═══ DATASET EXTRACT ═══
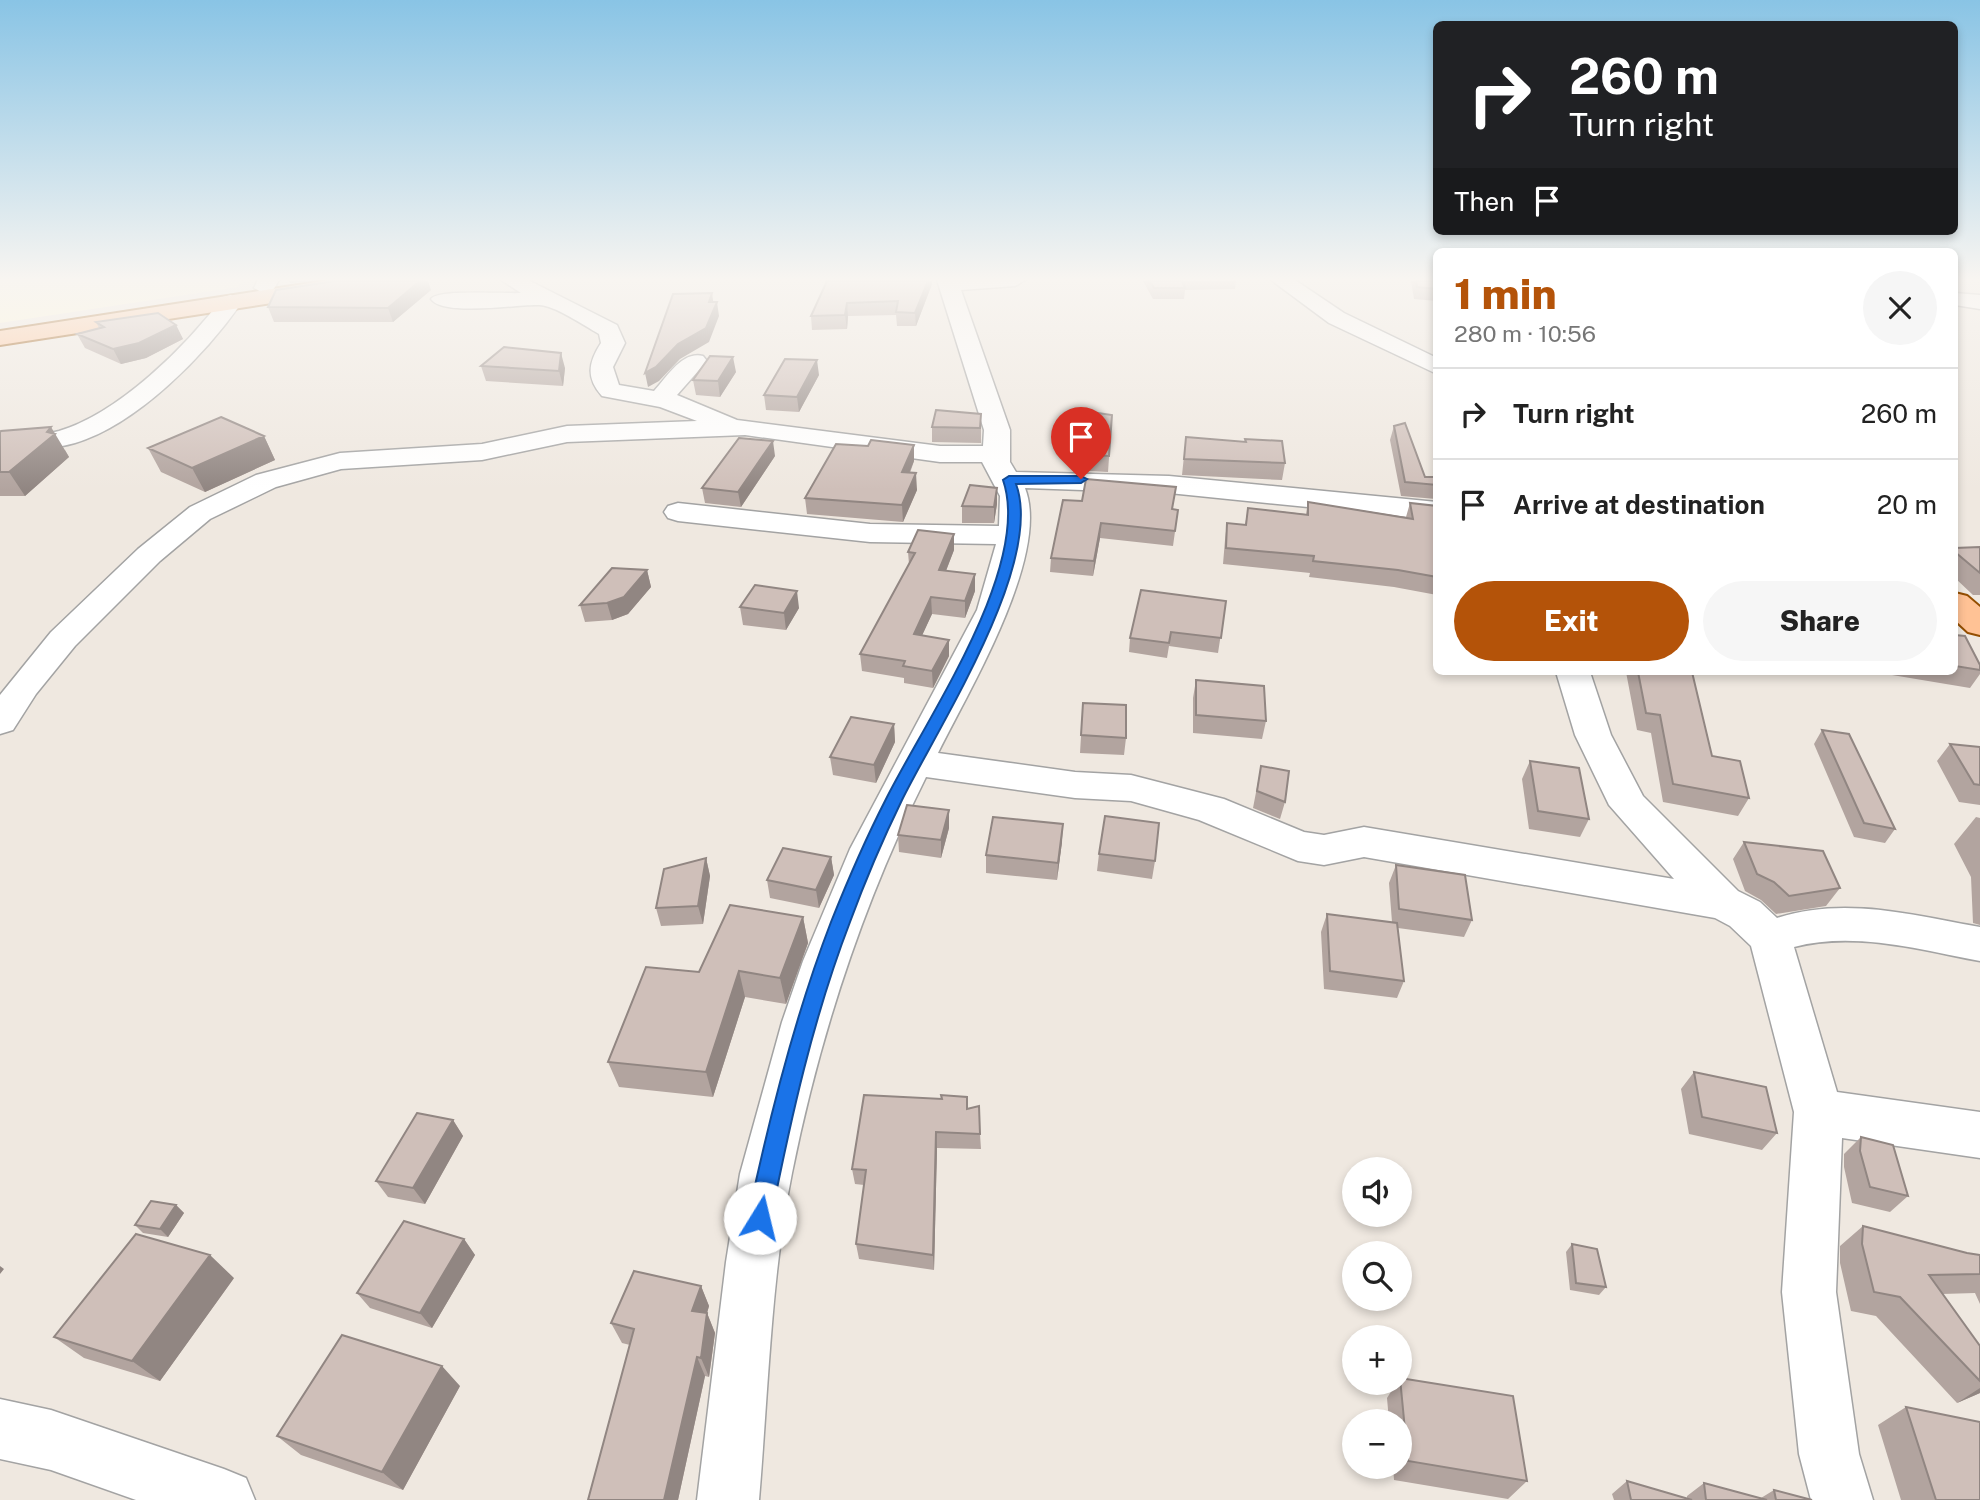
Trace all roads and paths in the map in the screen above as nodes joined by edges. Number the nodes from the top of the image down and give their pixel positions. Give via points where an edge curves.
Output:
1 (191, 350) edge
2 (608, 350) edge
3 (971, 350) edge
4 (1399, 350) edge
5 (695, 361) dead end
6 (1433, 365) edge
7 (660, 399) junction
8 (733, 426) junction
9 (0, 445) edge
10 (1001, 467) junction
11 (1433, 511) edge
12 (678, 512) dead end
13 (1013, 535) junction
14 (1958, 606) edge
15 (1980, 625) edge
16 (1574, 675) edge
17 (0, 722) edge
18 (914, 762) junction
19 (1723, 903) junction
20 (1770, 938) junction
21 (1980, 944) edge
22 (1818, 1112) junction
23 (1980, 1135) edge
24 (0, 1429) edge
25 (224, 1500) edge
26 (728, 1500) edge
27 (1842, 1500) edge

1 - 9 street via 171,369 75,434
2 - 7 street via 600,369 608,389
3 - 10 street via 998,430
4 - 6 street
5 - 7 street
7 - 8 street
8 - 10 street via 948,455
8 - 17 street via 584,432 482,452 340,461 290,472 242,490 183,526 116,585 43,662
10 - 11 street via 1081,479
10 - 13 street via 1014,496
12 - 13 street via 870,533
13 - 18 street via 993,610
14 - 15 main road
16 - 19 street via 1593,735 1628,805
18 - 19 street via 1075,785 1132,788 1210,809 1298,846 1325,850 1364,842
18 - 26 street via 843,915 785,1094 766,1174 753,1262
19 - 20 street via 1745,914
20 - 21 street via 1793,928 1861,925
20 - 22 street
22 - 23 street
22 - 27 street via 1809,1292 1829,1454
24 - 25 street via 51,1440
═══
● ASSIGNED TASK
Set the records down again exactly, and omit any picture in them.

● SOLUTION TO THIS TASK
Trace all roads and paths in the map in the screen above as nodes joined by edges. Number the nodes from the top of the image down and give their pixel positions. Give via points where an edge curves.
Output:
1 (191, 350) edge
2 (608, 350) edge
3 (971, 350) edge
4 (1399, 350) edge
5 (695, 361) dead end
6 (1433, 365) edge
7 (660, 399) junction
8 (733, 426) junction
9 (0, 445) edge
10 (1001, 467) junction
11 (1433, 511) edge
12 (678, 512) dead end
13 (1013, 535) junction
14 (1958, 606) edge
15 (1980, 625) edge
16 (1574, 675) edge
17 (0, 722) edge
18 (914, 762) junction
19 (1723, 903) junction
20 (1770, 938) junction
21 (1980, 944) edge
22 (1818, 1112) junction
23 (1980, 1135) edge
24 (0, 1429) edge
25 (224, 1500) edge
26 (728, 1500) edge
27 (1842, 1500) edge

1 - 9 street via 171,369 75,434
2 - 7 street via 600,369 608,389
3 - 10 street via 998,430
4 - 6 street
5 - 7 street
7 - 8 street
8 - 10 street via 948,455
8 - 17 street via 584,432 482,452 340,461 290,472 242,490 183,526 116,585 43,662
10 - 11 street via 1081,479
10 - 13 street via 1014,496
12 - 13 street via 870,533
13 - 18 street via 993,610
14 - 15 main road
16 - 19 street via 1593,735 1628,805
18 - 19 street via 1075,785 1132,788 1210,809 1298,846 1325,850 1364,842
18 - 26 street via 843,915 785,1094 766,1174 753,1262
19 - 20 street via 1745,914
20 - 21 street via 1793,928 1861,925
20 - 22 street
22 - 23 street
22 - 27 street via 1809,1292 1829,1454
24 - 25 street via 51,1440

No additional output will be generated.